Sunday, December 10

Youth and loneliness in the age of social networks


Digital media have saturated many people during the pandemic, but for young people they were a lifeline that filled their loneliness. In some cases, they have become almost their only way of socializing.

“Loneliness is not so much not having friends as feeling like you’re in a crowded square and you’re yelling, ‘Hello, I need help!’ and no one is listening to you. It’s not that they don’t pay attention to you, it’s that they don’t even hear you.

For this 20-year-old, interviewed during the pandemic, loneliness corresponds to the paradox of inhabiting a highly visible, crowded space. In it her voice fades into a gibberish. That square reminds us of the Facebook or Instagram wall. But are social networks the cause of this paradoxical experience?
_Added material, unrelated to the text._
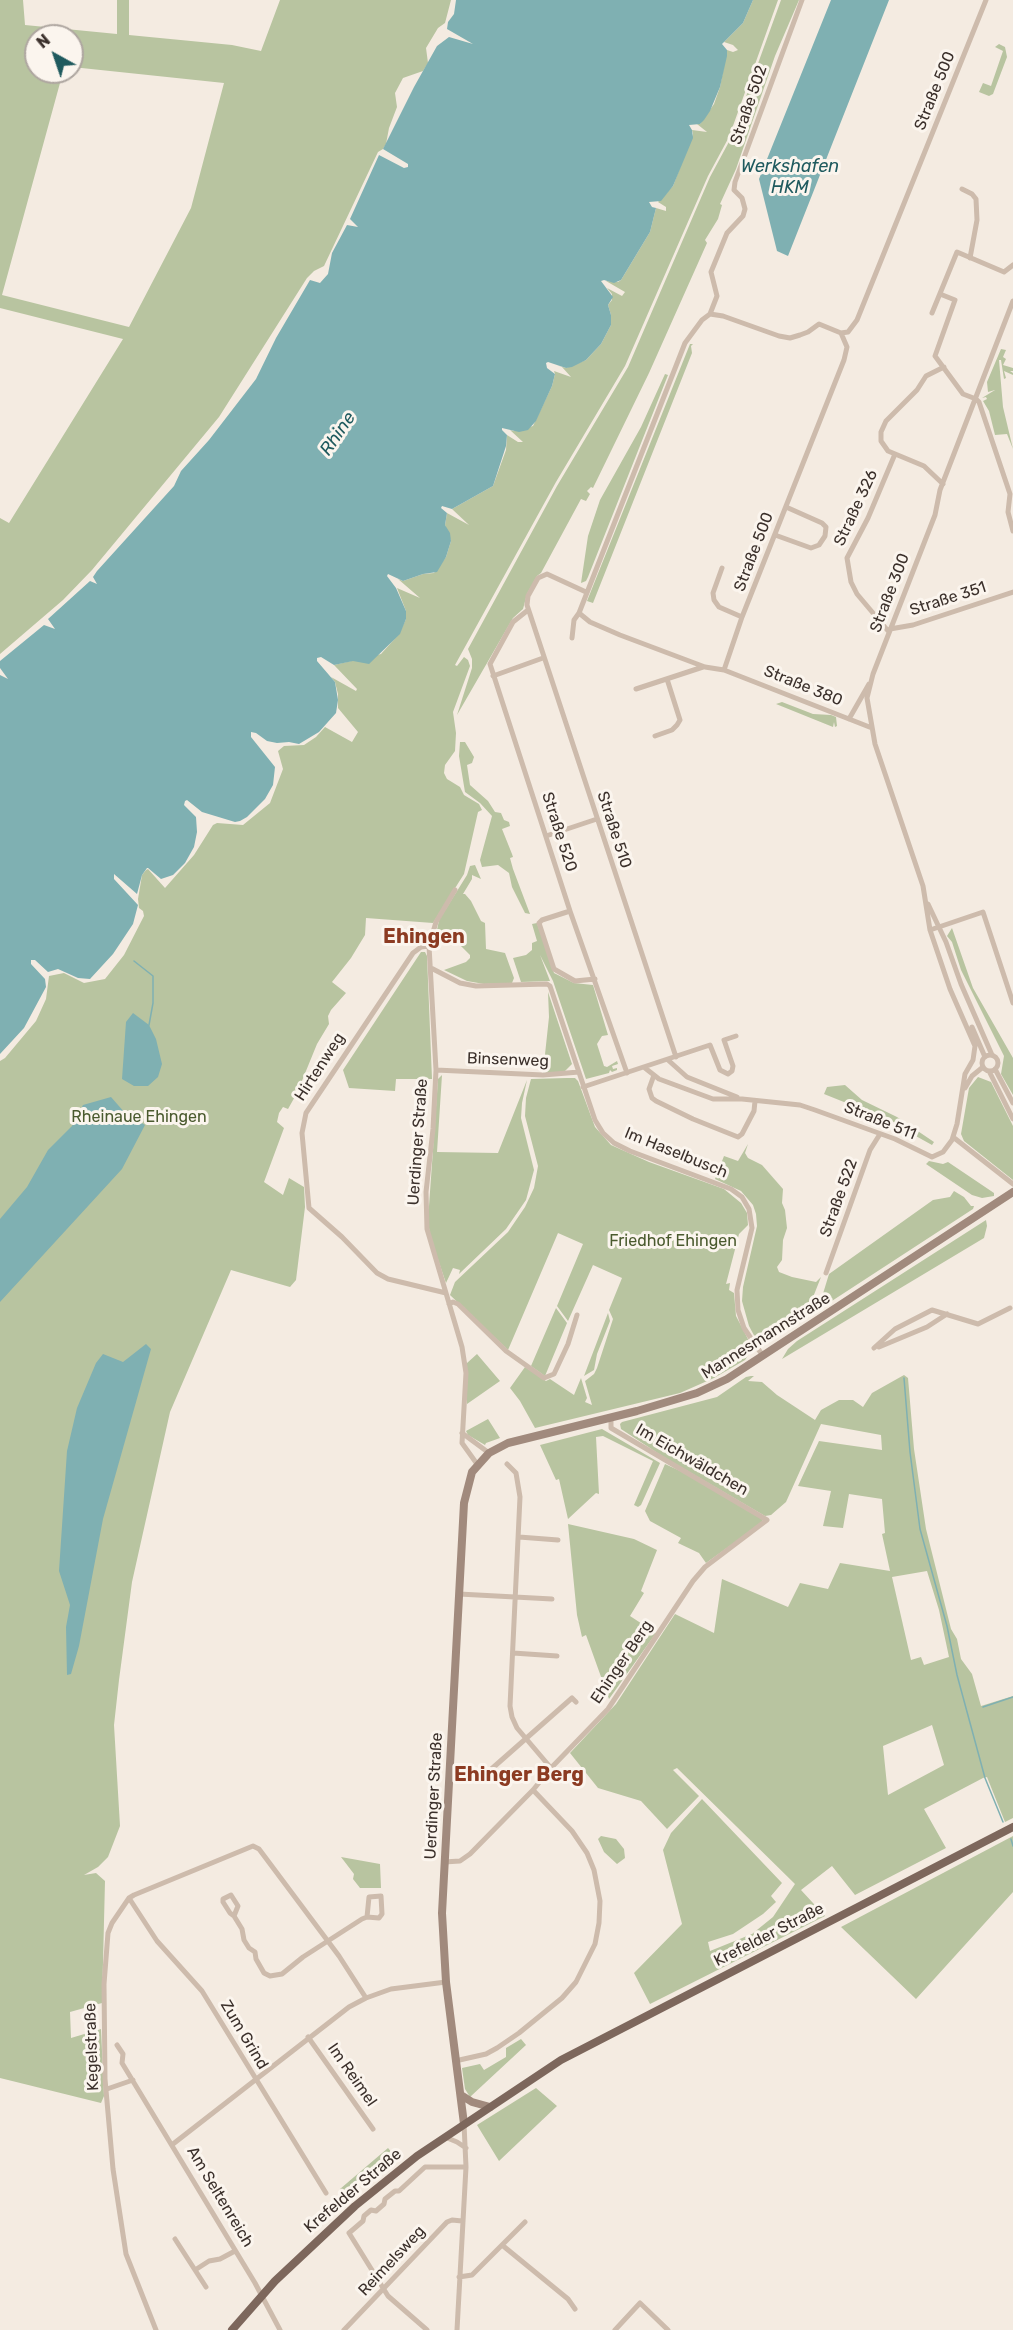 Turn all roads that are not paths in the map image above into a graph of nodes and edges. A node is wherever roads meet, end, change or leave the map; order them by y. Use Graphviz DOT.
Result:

Faced with the question of whether networks increase or reduce the feeling of loneliness, we must analyze the experiences derived from the growing use of digital technologies to relate to each other.

During the confinement of the past 2020, many of us experienced with frustration and anguish that our social life was restricted to messages and video calls. A stage in which the feeling of loneliness spread throughout the population and became more acute among young people, the most familiar with online communication.

The phrase “increasingly connected, but also more alone” has become a commonplace, attributing to mobile phones and social networks the increase in the experience of loneliness among young people. There is a suspicion that these media offer a substitute for the most authentic type of contact, which is face-to-face.

The “coldness” of screens, the “superficiality” of photographs or the “distance” in communication can hardly compete with the quality and warmth of a hug. Social networks, by promoting consumer overstimulation, contribute to generating more ephemeral and uncertain links.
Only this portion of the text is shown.